Flying Over
September 2, 2010 7:50 PM
The year is 1996. I'm in my neighbor's tiny basement studio. I am making my first remotely professional recording. I am earnest. I am 17 years old.
Discussion in
this Talk thread has wandered to bad solos and at least marginally youthful indiscretions, and this goes for two for two.
I wrote this song in probably my junior year of high school, and for what it was at the time I'm willing to feel pretty good about it still, but boy was I an angsty teen exploring drama for drama's sake in my songwriting. It's not a song about me or anyone I knew; if anything it was vaguely riffing on Roger Waters' obsession with his dead dad, Pink Floyd obsessive that I was at the time, but even that's more subtext than thesis.

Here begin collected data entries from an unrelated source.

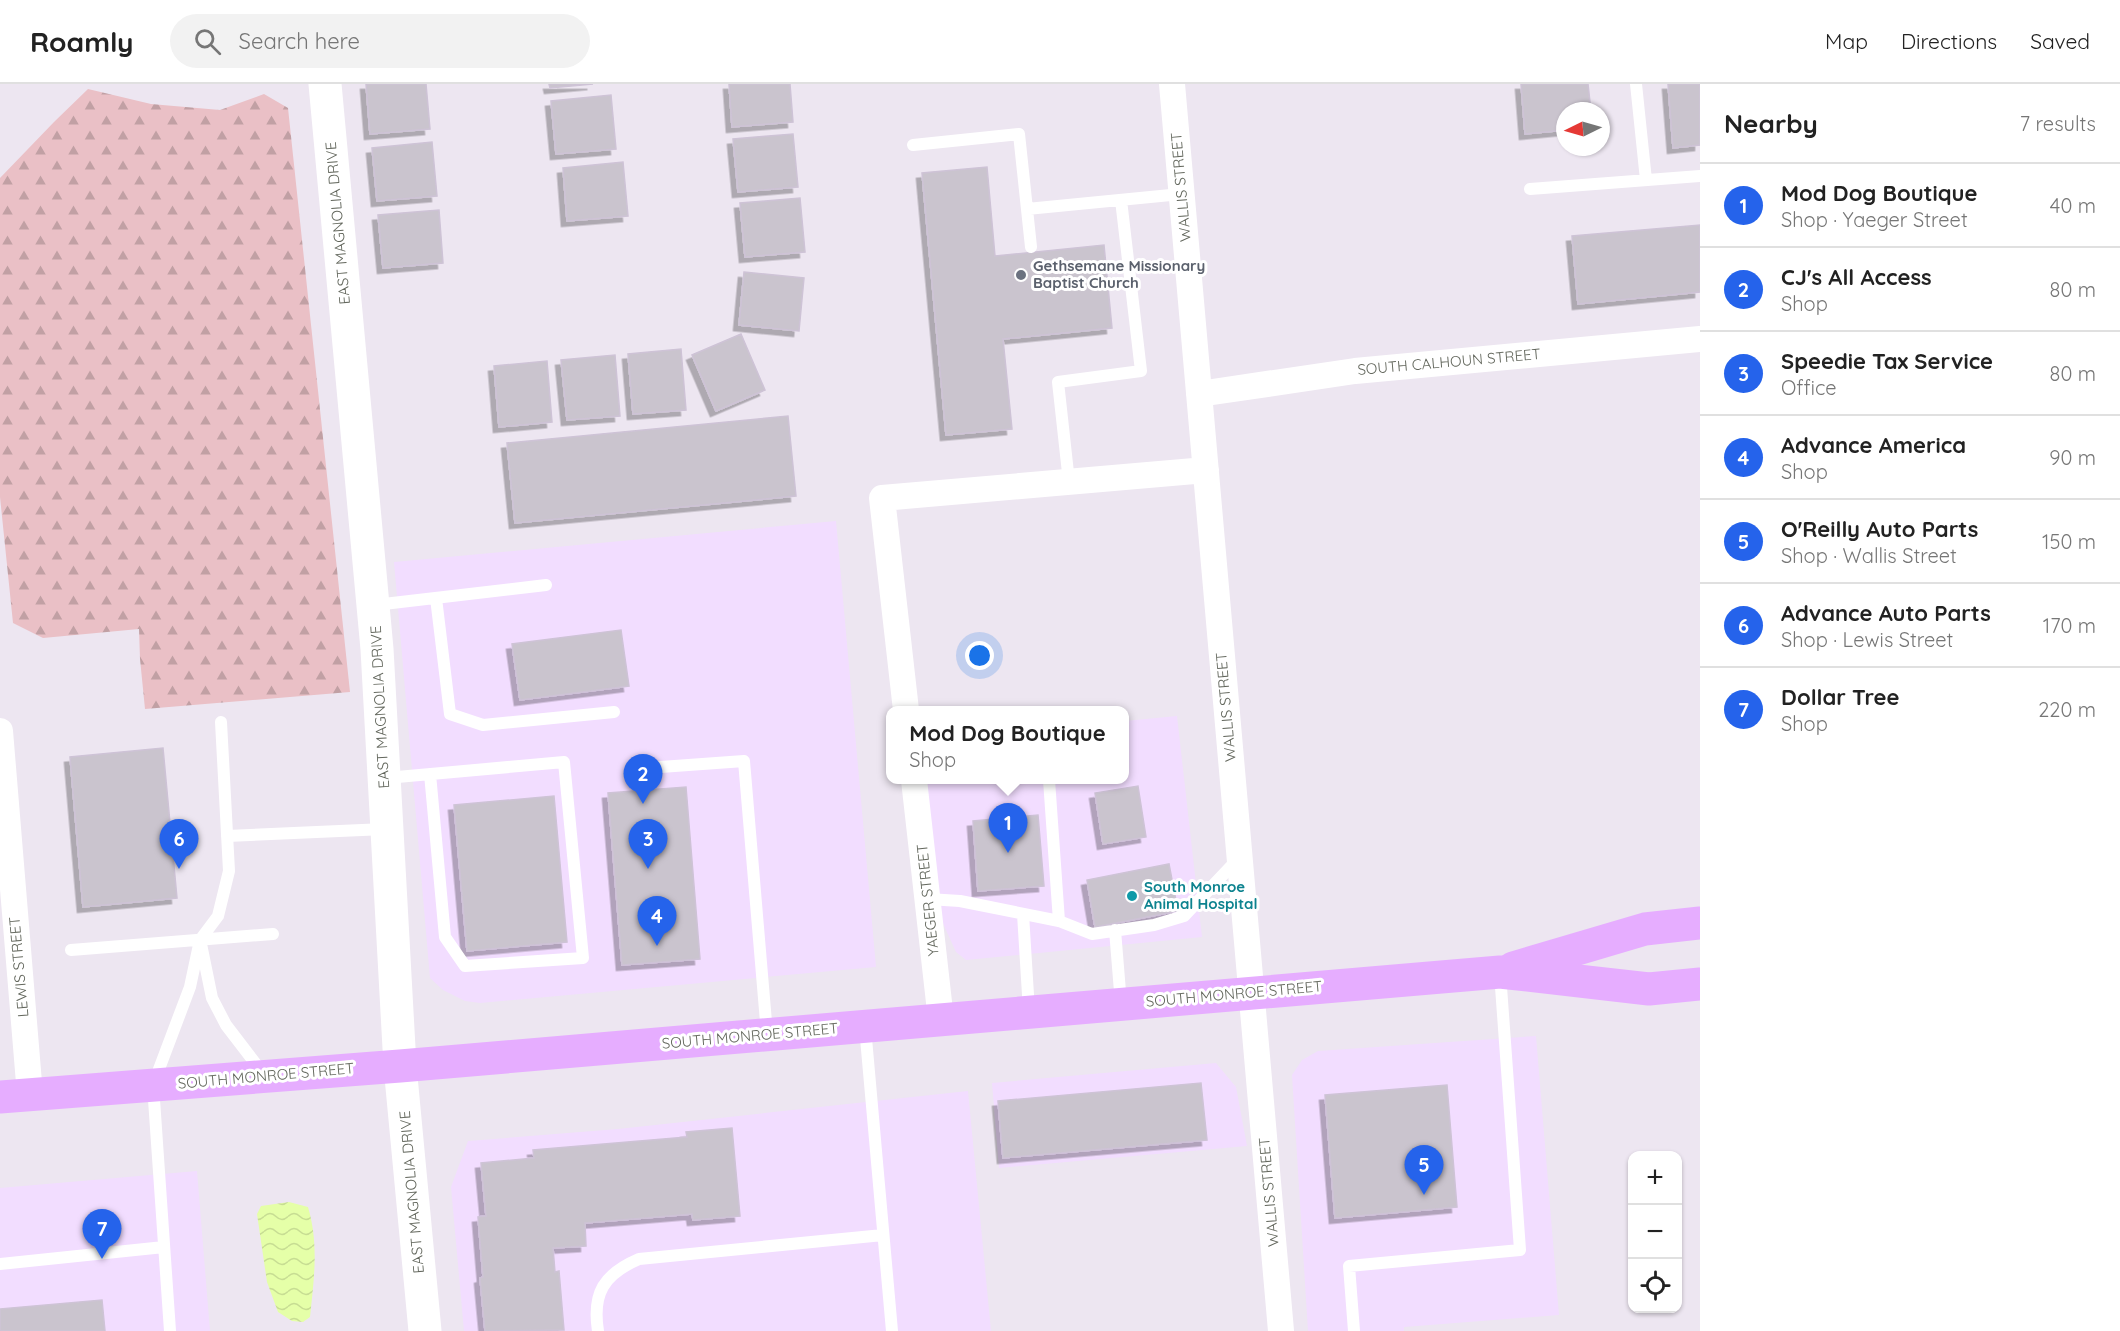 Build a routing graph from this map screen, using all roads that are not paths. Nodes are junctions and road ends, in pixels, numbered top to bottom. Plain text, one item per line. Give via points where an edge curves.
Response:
1 (325, 84) edge
2 (1172, 84) edge
3 (1636, 84) edge
4 (913, 145) dead end
5 (1700, 176) edge
6 (1646, 180) junction
7 (1530, 189) dead end
8 (1181, 194) junction
9 (1121, 200) junction
10 (1027, 209) junction
11 (1031, 247) dead end
12 (1700, 339) edge
13 (1199, 394) junction
14 (1206, 470) junction
15 (1069, 482) junction
16 (546, 585) dead end
17 (436, 597) junction
18 (374, 605) junction
19 (905, 706) edge
20 (614, 712) dead end
21 (220, 722) dead end
22 (0, 731) edge
23 (633, 769) dead end
24 (430, 774) junction
25 (384, 778) junction
26 (2, 781) edge
27 (914, 784) edge
28 (1049, 784) edge
29 (387, 829) junction
30 (227, 836) junction
31 (1239, 858) junction
32 (7, 890) edge
33 (928, 899) junction
34 (1023, 914) junction
35 (1059, 921) junction
36 (1700, 923) edge
37 (1115, 930) junction
38 (273, 934) dead end
39 (200, 940) junction
40 (71, 950) dead end
41 (1500, 972) junction
42 (1700, 984) edge
43 (1251, 992) junction
44 (1121, 1004) junction
45 (1029, 1012) junction
46 (941, 1020) junction
47 (865, 1027) junction
48 (767, 1035) junction
49 (400, 1066) junction
50 (266, 1076) junction
51 (153, 1085) junction
52 (15, 1096) edge
53 (883, 1235) junction
54 (164, 1247) junction
55 (0, 1264) edge
56 (170, 1331) edge
57 (425, 1331) edge
58 (598, 1331) edge
59 (891, 1331) edge
60 (1281, 1331) edge
61 (1354, 1331) edge

1 - 18 main road, EAST MAGNOLIA DRIVE
2 - 8 street, WALLIS STREET
3 - 6 lane
4 - 10 lane via 1019,134
5 - 6 lane
6 - 7 lane
8 - 9 lane
8 - 13 street, WALLIS STREET
9 - 10 lane
9 - 15 lane via 1141,371 1058,382
10 - 11 lane
12 - 13 street, SOUTH CALHOUN STREET via 1355,370
13 - 14 street, WALLIS STREET
14 - 15 street
14 - 31 street, WALLIS STREET
15 - 19 street via 882,498
16 - 17 lane
17 - 18 lane
17 - 20 lane via 450,714 483,725
18 - 25 main road, EAST MAGNOLIA DRIVE
21 - 30 lane
22 - 26 street, LEWIS STREET
23 - 48 lane via 744,761
24 - 24 lane via 564,762 584,958 465,966 445,937
24 - 25 lane
25 - 29 main road, EAST MAGNOLIA DRIVE
26 - 32 street, LEWIS STREET
27 - 33 street, YAEGER STREET
28 - 35 lane
29 - 30 lane
29 - 49 main road, EAST MAGNOLIA DRIVE
30 - 39 lane via 229,871 218,916
31 - 37 lane via 1184,916
31 - 43 street, WALLIS STREET
32 - 52 street, LEWIS STREET
33 - 34 lane via 960,901
33 - 46 street, YAEGER STREET
34 - 35 lane
34 - 45 lane
35 - 37 lane via 1092,934
36 - 41 main road, SOUTH MONROE STREET via 1645,929
37 - 44 lane
38 - 39 lane
39 - 40 lane
39 - 50 lane via 212,998 229,1030
39 - 51 lane via 183,1009
41 - 42 main road, SOUTH MONROE STREET via 1649,989
41 - 43 main road, SOUTH MONROE STREET
41 - 61 lane via 1520,1250 1349,1266
43 - 44 main road, SOUTH MONROE STREET
43 - 60 street, WALLIS STREET
44 - 45 main road, SOUTH MONROE STREET
45 - 46 main road, SOUTH MONROE STREET
46 - 47 main road, SOUTH MONROE STREET
47 - 48 main road, SOUTH MONROE STREET
47 - 53 lane
48 - 49 main road, SOUTH MONROE STREET
49 - 50 main road, SOUTH MONROE STREET
49 - 57 main road, EAST MAGNOLIA DRIVE
50 - 51 main road, SOUTH MONROE STREET
51 - 52 main road, SOUTH MONROE STREET
51 - 54 lane
53 - 58 lane via 639,1259 620,1267 605,1282 598,1296
53 - 59 lane
54 - 55 lane
54 - 56 lane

I had been doing a little bit of really rough multitrack recording in my bedroom by this point, literally bouncing track by track between two garage sale cassette decks with bad timing, not even aware that I could probably have gotten my hands on a proper fourtrack deck for cheap, and so the chance to actually do a full-up multitrack session with an actual recordist was really exciting to me.
I remember being very, very proud of this recording at the time. Looking back it's really not bad for a random know-nothing kid, but there are also so many problems with it—hackneyed lyrics, dozens of little timing problems, stumbling/winded vocals, solos that sound like they were as winged as in fact they were—that it's kind of heartening to know I've made progress over the years in my writing and recording skills.
I've thought over the years of re-recording it just for the hell of it, but I have such a hard time approaching the lyrics with a straight face that I keep not doing it.
This was pretty much the centerpiece recording in a bedroom cassette demo that I made right before I went to college, to give to friends back home and take with me to school. That demo,
all of which is here, otherwise mostly consists of songs recorded as single track solo guitar-and-vox-in-front-of-a-mic takes in a too-warm afternoon in my bedroom, the day before I got on a plane to the east coast.
posted by cortex (6 comments total)
When I was 17 I was leading the church band on piano and writing Christian ditties. I can only remember one that was any good, but like you I'm too appalled by what I can remember of the lyrics to even attempt a remake.